Framed
“What do you want?”
“An interview.”
He opens his eyes wide, he looks like a madman . . . or like someone looking at a madman.
“The man who cut off my hand and who came to my studio to finish the job, he’s one of yours, isn’t he? Answer me, quickly.”
He screamed out a sound that could have meant either yes or no.
“That’s not clear enough.”
He swallows several times and tries to get to his knees, but the shoelace won’t allow him to.
“I won’t say anything.”
He tucks his head between his shoulders and closes his eyes tight. Like a temperamental child. A foulmouthed brat. Stubborn.
“I . . . I won’t tell you anything . . .”

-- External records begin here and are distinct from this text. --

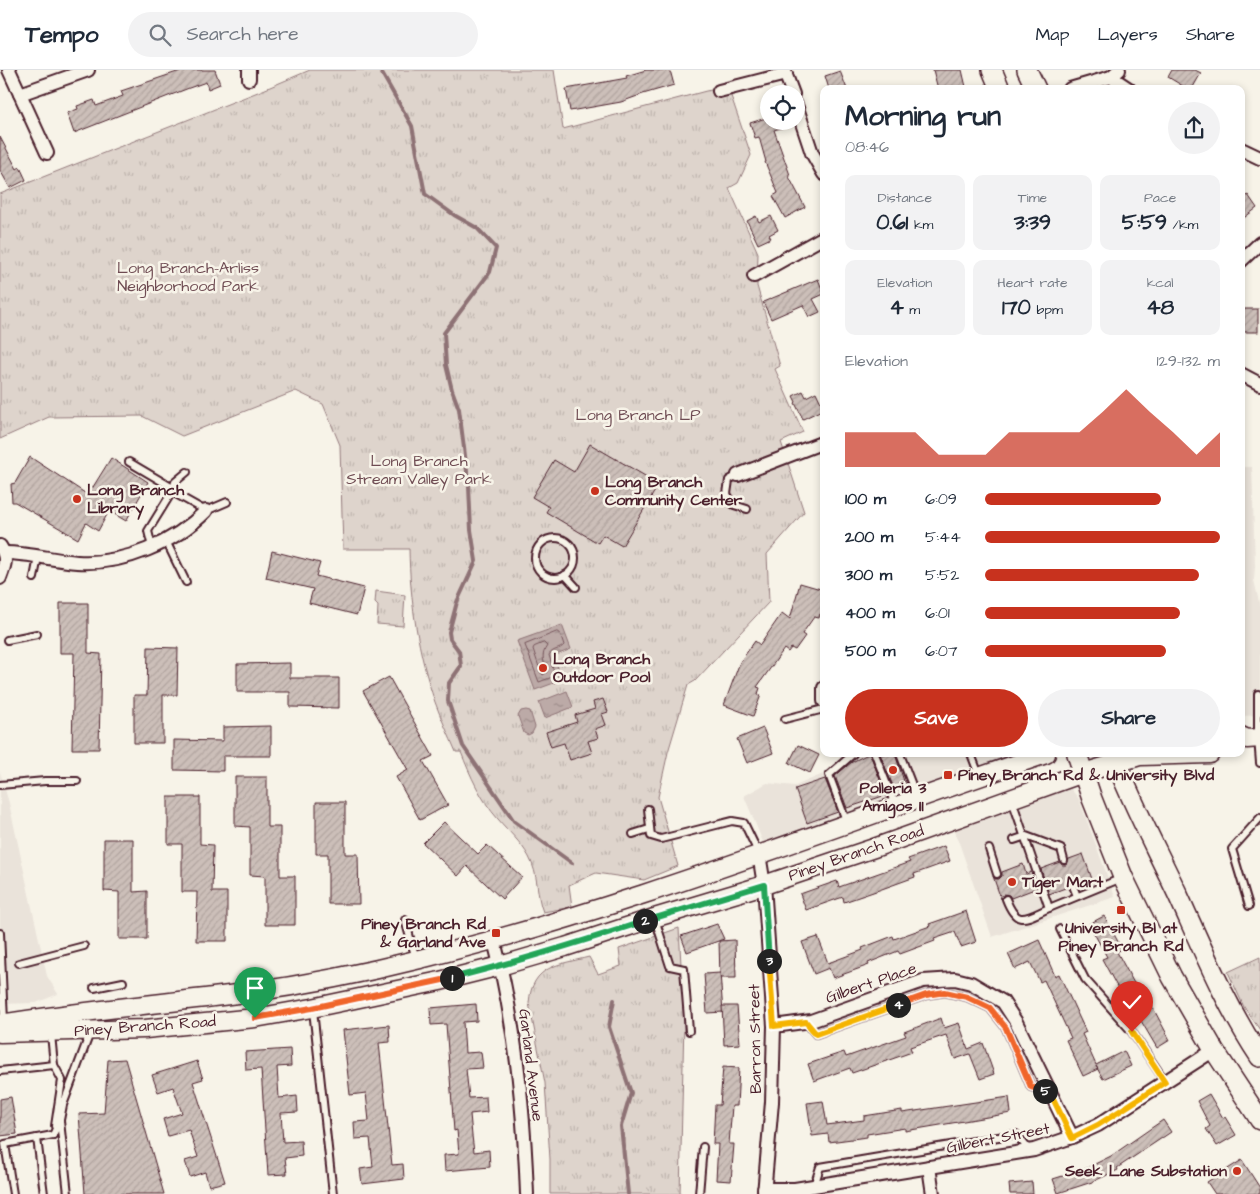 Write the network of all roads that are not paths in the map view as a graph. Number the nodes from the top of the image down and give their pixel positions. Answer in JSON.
{"nodes":[{"id":1,"x":9,"y":70,"type":"edge"},
{"id":2,"x":88,"y":70,"type":"edge"},
{"id":3,"x":992,"y":70,"type":"edge"},
{"id":4,"x":1027,"y":70,"type":"edge"},
{"id":5,"x":785,"y":72,"type":"edge"},
{"id":6,"x":1115,"y":73,"type":"edge"},
{"id":7,"x":789,"y":85,"type":"edge"},
{"id":8,"x":998,"y":85,"type":"edge"},
{"id":9,"x":1034,"y":85,"type":"edge"},
{"id":10,"x":1081,"y":85,"type":"edge"},
{"id":11,"x":1126,"y":85,"type":"edge"},
{"id":12,"x":719,"y":91,"type":"dead end"},
{"id":13,"x":20,"y":94,"type":"junction"},
{"id":14,"x":804,"y":130,"type":"edge"},
{"id":15,"x":1245,"y":151,"type":"edge"},
{"id":16,"x":46,"y":153,"type":"dead end"},
{"id":17,"x":1260,"y":158,"type":"edge"},
{"id":18,"x":820,"y":167,"type":"edge"},
{"id":19,"x":820,"y":239,"type":"edge"},
{"id":20,"x":1260,"y":243,"type":"edge"},
{"id":21,"x":1245,"y":257,"type":"edge"},
{"id":22,"x":754,"y":276,"type":"dead end"},
{"id":23,"x":1245,"y":376,"type":"edge"},
{"id":24,"x":1260,"y":384,"type":"edge"},
{"id":25,"x":820,"y":444,"type":"edge"},
{"id":26,"x":129,"y":462,"type":"dead end"},
{"id":27,"x":187,"y":472,"type":"dead end"},
{"id":28,"x":738,"y":475,"type":"joint"},
{"id":29,"x":173,"y":490,"type":"junction"},
{"id":30,"x":227,"y":502,"type":"dead end"},
{"id":31,"x":747,"y":509,"type":"dead end"},
{"id":32,"x":206,"y":511,"type":"junction"},
{"id":33,"x":166,"y":541,"type":"junction"},
{"id":34,"x":152,"y":547,"type":"junction"},
{"id":35,"x":2,"y":550,"type":"edge"},
{"id":36,"x":38,"y":557,"type":"junction"},
{"id":37,"x":565,"y":575,"type":"junction"},
{"id":38,"x":0,"y":578,"type":"edge"},
{"id":39,"x":34,"y":578,"type":"dead end"},
{"id":40,"x":186,"y":582,"type":"dead end"},
{"id":41,"x":576,"y":587,"type":"dead end"},
{"id":42,"x":38,"y":634,"type":"dead end"},
{"id":43,"x":7,"y":640,"type":"dead end"},
{"id":44,"x":1258,"y":694,"type":"dead end"},
{"id":45,"x":820,"y":710,"type":"edge"},
{"id":46,"x":784,"y":719,"type":"dead end"},
{"id":47,"x":1250,"y":739,"type":"edge"},
{"id":48,"x":850,"y":757,"type":"edge"},
{"id":49,"x":876,"y":757,"type":"edge"},
{"id":50,"x":901,"y":757,"type":"edge"},
{"id":51,"x":972,"y":757,"type":"edge"},
{"id":52,"x":1037,"y":757,"type":"edge"},
{"id":53,"x":1078,"y":757,"type":"edge"},
{"id":54,"x":1128,"y":757,"type":"edge"},
{"id":55,"x":1115,"y":758,"type":"edge"},
{"id":56,"x":1260,"y":763,"type":"edge"},
{"id":57,"x":1083,"y":773,"type":"junction"},
{"id":58,"x":980,"y":776,"type":"junction"},
{"id":59,"x":77,"y":781,"type":"dead end"},
{"id":60,"x":0,"y":785,"type":"edge"},
{"id":61,"x":918,"y":799,"type":"junction"},
{"id":62,"x":1011,"y":799,"type":"junction"},
{"id":63,"x":896,"y":806,"type":"junction"},
{"id":64,"x":648,"y":809,"type":"dead end"},
{"id":65,"x":1260,"y":818,"type":"edge"},
{"id":66,"x":847,"y":824,"type":"junction"},
{"id":67,"x":649,"y":829,"type":"junction"},
{"id":68,"x":633,"y":834,"type":"dead end"},
{"id":69,"x":1026,"y":836,"type":"junction"},
{"id":70,"x":1014,"y":840,"type":"dead end"},
{"id":71,"x":989,"y":849,"type":"dead end"},
{"id":72,"x":759,"y":854,"type":"junction"},
{"id":73,"x":1064,"y":860,"type":"dead end"},
{"id":74,"x":998,"y":874,"type":"dead end"},
{"id":75,"x":1124,"y":877,"type":"junction"},
{"id":76,"x":764,"y":885,"type":"junction"},
{"id":77,"x":1073,"y":886,"type":"dead end"},
{"id":78,"x":1077,"y":896,"type":"junction"},
{"id":79,"x":1006,"y":899,"type":"dead end"},
{"id":80,"x":1249,"y":906,"type":"dead end"},
{"id":81,"x":1049,"y":908,"type":"junction"},
{"id":82,"x":654,"y":918,"type":"junction"},
{"id":83,"x":405,"y":920,"type":"dead end"},
{"id":84,"x":1060,"y":929,"type":"dead end"},
{"id":85,"x":0,"y":933,"type":"edge"},
{"id":86,"x":494,"y":941,"type":"junction"},
{"id":87,"x":84,"y":946,"type":"dead end"},
{"id":88,"x":417,"y":960,"type":"junction"},
{"id":89,"x":20,"y":963,"type":"dead end"},
{"id":90,"x":500,"y":966,"type":"junction"},
{"id":91,"x":923,"y":981,"type":"junction"},
{"id":92,"x":123,"y":982,"type":"dead end"},
{"id":93,"x":94,"y":988,"type":"dead end"},
{"id":94,"x":926,"y":995,"type":"junction"},
{"id":95,"x":312,"y":1008,"type":"junction"},
{"id":96,"x":806,"y":1022,"type":"junction"},
{"id":97,"x":1011,"y":1025,"type":"junction"},
{"id":98,"x":774,"y":1026,"type":"junction"},
{"id":99,"x":2,"y":1029,"type":"edge"},
{"id":100,"x":90,"y":1031,"type":"junction"},
{"id":101,"x":689,"y":1031,"type":"dead end"},
{"id":102,"x":51,"y":1032,"type":"junction"},
{"id":103,"x":1214,"y":1050,"type":"junction"},
{"id":104,"x":1260,"y":1057,"type":"edge"},
{"id":105,"x":54,"y":1065,"type":"junction"},
{"id":106,"x":0,"y":1071,"type":"edge"},
{"id":107,"x":1165,"y":1082,"type":"junction"},
{"id":108,"x":60,"y":1120,"type":"junction"},
{"id":109,"x":1260,"y":1120,"type":"edge"},
{"id":110,"x":53,"y":1135,"type":"junction"},
{"id":111,"x":37,"y":1138,"type":"junction"},
{"id":112,"x":1072,"y":1138,"type":"junction"},
{"id":113,"x":703,"y":1147,"type":"dead end"},
{"id":114,"x":1030,"y":1151,"type":"junction"},
{"id":115,"x":929,"y":1167,"type":"junction"},
{"id":116,"x":814,"y":1186,"type":"junction"},
{"id":117,"x":764,"y":1191,"type":"edge"},
{"id":118,"x":13,"y":1194,"type":"edge"},
{"id":119,"x":44,"y":1194,"type":"edge"},
{"id":120,"x":68,"y":1194,"type":"edge"},
{"id":121,"x":333,"y":1194,"type":"edge"},
{"id":122,"x":527,"y":1194,"type":"edge"},
{"id":123,"x":699,"y":1194,"type":"edge"},
{"id":124,"x":933,"y":1194,"type":"edge"}],
"edges":[{"from":1,"to":13,"type":"street"},
{"from":2,"to":13,"type":"street"},
{"from":3,"to":8,"type":"main road"},
{"from":4,"to":9,"type":"main road"},
{"from":5,"to":7,"type":"street"},
{"from":5,"to":12,"type":"street"},
{"from":6,"to":10,"type":"street"},
{"from":6,"to":11,"type":"street"},
{"from":13,"to":16,"type":"street"},
{"from":14,"to":18,"type":"street"},
{"from":15,"to":17,"type":"street"},
{"from":19,"to":22,"type":"street"},
{"from":20,"to":21,"type":"street"},
{"from":23,"to":24,"type":"street"},
{"from":25,"to":28,"type":"street"},
{"from":26,"to":29,"type":"lane"},
{"from":27,"to":29,"type":"lane"},
{"from":28,"to":31,"type":"lane"},
{"from":29,"to":32,"type":"lane"},
{"from":29,"to":34,"type":"lane"},
{"from":30,"to":32,"type":"lane"},
{"from":32,"to":33,"type":"street"},
{"from":33,"to":34,"type":"street"},
{"from":33,"to":40,"type":"lane"},
{"from":34,"to":36,"type":"street"},
{"from":35,"to":36,"type":"street"},
{"from":35,"to":38,"type":"street"},
{"from":36,"to":39,"type":"lane"},
{"from":37,"to":37,"type":"lane"},
{"from":37,"to":41,"type":"lane"},
{"from":42,"to":43,"type":"lane"},
{"from":44,"to":47,"type":"lane"},
{"from":45,"to":46,"type":"lane"},
{"from":47,"to":56,"type":"lane"},
{"from":48,"to":66,"type":"lane"},
{"from":49,"to":63,"type":"lane"},
{"from":50,"to":61,"type":"lane"},
{"from":51,"to":58,"type":"lane"},
{"from":52,"to":58,"type":"main road","name":"Piney Branch Road"},
{"from":53,"to":57,"type":"main road"},
{"from":54,"to":55,"type":"main road","name":"Piney Branch Road"},
{"from":55,"to":57,"type":"main road","name":"Piney Branch Road"},
{"from":55,"to":104,"type":"main road"},
{"from":57,"to":62,"type":"main road","name":"Piney Branch Road"},
{"from":57,"to":75,"type":"main road"},
{"from":58,"to":61,"type":"main road","name":"Piney Branch Road"},
{"from":59,"to":60,"type":"lane"},
{"from":61,"to":63,"type":"main road","name":"Piney Branch Road"},
{"from":62,"to":69,"type":"lane"},
{"from":62,"to":76,"type":"main road","name":"Piney Branch Road"},
{"from":63,"to":66,"type":"main road","name":"Piney Branch Road"},
{"from":64,"to":67,"type":"lane"},
{"from":65,"to":80,"type":"lane"},
{"from":66,"to":72,"type":"main road","name":"Piney Branch Road"},
{"from":67,"to":68,"type":"lane"},
{"from":67,"to":72,"type":"lane"},
{"from":69,"to":70,"type":"lane"},
{"from":69,"to":73,"type":"lane"},
{"from":69,"to":81,"type":"lane"},
{"from":71,"to":74,"type":"lane"},
{"from":72,"to":76,"type":"street","name":"Barron Street"},
{"from":72,"to":86,"type":"main road","name":"Piney Branch Road"},
{"from":75,"to":78,"type":"lane"},
{"from":75,"to":103,"type":"main road"},
{"from":76,"to":82,"type":"main road","name":"Piney Branch Road"},
{"from":76,"to":98,"type":"street","name":"Barron Street"},
{"from":77,"to":78,"type":"lane"},
{"from":78,"to":81,"type":"lane"},
{"from":79,"to":81,"type":"lane"},
{"from":82,"to":90,"type":"main road","name":"Piney Branch Road"},
{"from":82,"to":101,"type":"lane"},
{"from":83,"to":88,"type":"lane"},
{"from":84,"to":107,"type":"lane"},
{"from":85,"to":99,"type":"lane"},
{"from":86,"to":88,"type":"main road","name":"Piney Branch Road"},
{"from":86,"to":90,"type":"street","name":"Garland Avenue"},
{"from":87,"to":89,"type":"lane"},
{"from":88,"to":99,"type":"main road","name":"Piney Branch Road"},
{"from":90,"to":95,"type":"main road","name":"Piney Branch Road"},
{"from":90,"to":122,"type":"street","name":"Garland Avenue"},
{"from":91,"to":94,"type":"lane"},
{"from":91,"to":96,"type":"street","name":"Gilbert Place"},
{"from":91,"to":97,"type":"street","name":"Gilbert Place"},
{"from":92,"to":93,"type":"lane"},
{"from":94,"to":96,"type":"lane"},
{"from":94,"to":97,"type":"lane"},
{"from":95,"to":100,"type":"main road","name":"Piney Branch Road"},
{"from":95,"to":121,"type":"lane"},
{"from":96,"to":98,"type":"street","name":"Gilbert Place"},
{"from":97,"to":112,"type":"street","name":"Gilbert Place"},
{"from":98,"to":117,"type":"street","name":"Barron Street"},
{"from":99,"to":102,"type":"main road","name":"Piney Branch Road"},
{"from":100,"to":102,"type":"main road","name":"Piney Branch Road"},
{"from":100,"to":108,"type":"lane"},
{"from":102,"to":105,"type":"lane"},
{"from":103,"to":107,"type":"street","name":"Gilbert Street"},
{"from":103,"to":109,"type":"main road"},
{"from":105,"to":106,"type":"lane"},
{"from":105,"to":110,"type":"lane"},
{"from":107,"to":112,"type":"street","name":"Gilbert Street"},
{"from":108,"to":110,"type":"lane"},
{"from":108,"to":120,"type":"lane"},
{"from":110,"to":111,"type":"lane"},
{"from":111,"to":118,"type":"lane"},
{"from":111,"to":119,"type":"lane"},
{"from":112,"to":114,"type":"street","name":"Gilbert Street"},
{"from":113,"to":123,"type":"lane"},
{"from":114,"to":115,"type":"street","name":"Gilbert Street"},
{"from":114,"to":116,"type":"lane"},
{"from":115,"to":116,"type":"street","name":"Gilbert Street"},
{"from":115,"to":124,"type":"street"},
{"from":116,"to":117,"type":"street","name":"Gilbert Street"}]}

I registered a hint of surprise. I didn’t know what to do. He repeats his words slowly, he won’t tell me, he won’t tell me.
That’s just my luck. Everything was going so well, and I’ve ended up with this ball of fear under the table. He is even more afraid of letting slip some sort of admission than of violence. And I am perfectly incapable of committing that violence. I have absolutely no faith in myself in that department. With the gentleman there’s no problem, in fact – quite the opposite – I would have liked to do a lot more. But with a man thirty years older than me, on his knees, I’m lost. Actually, at that private view, it was Linnel I should have punched. I was drunk.
Time and hesitation are playing against me, I’m beginning to feel I’m losing him, that he isn’t afraid of me.
I mustn’t get this wrong.
In a couple of seconds he will almost be smiling.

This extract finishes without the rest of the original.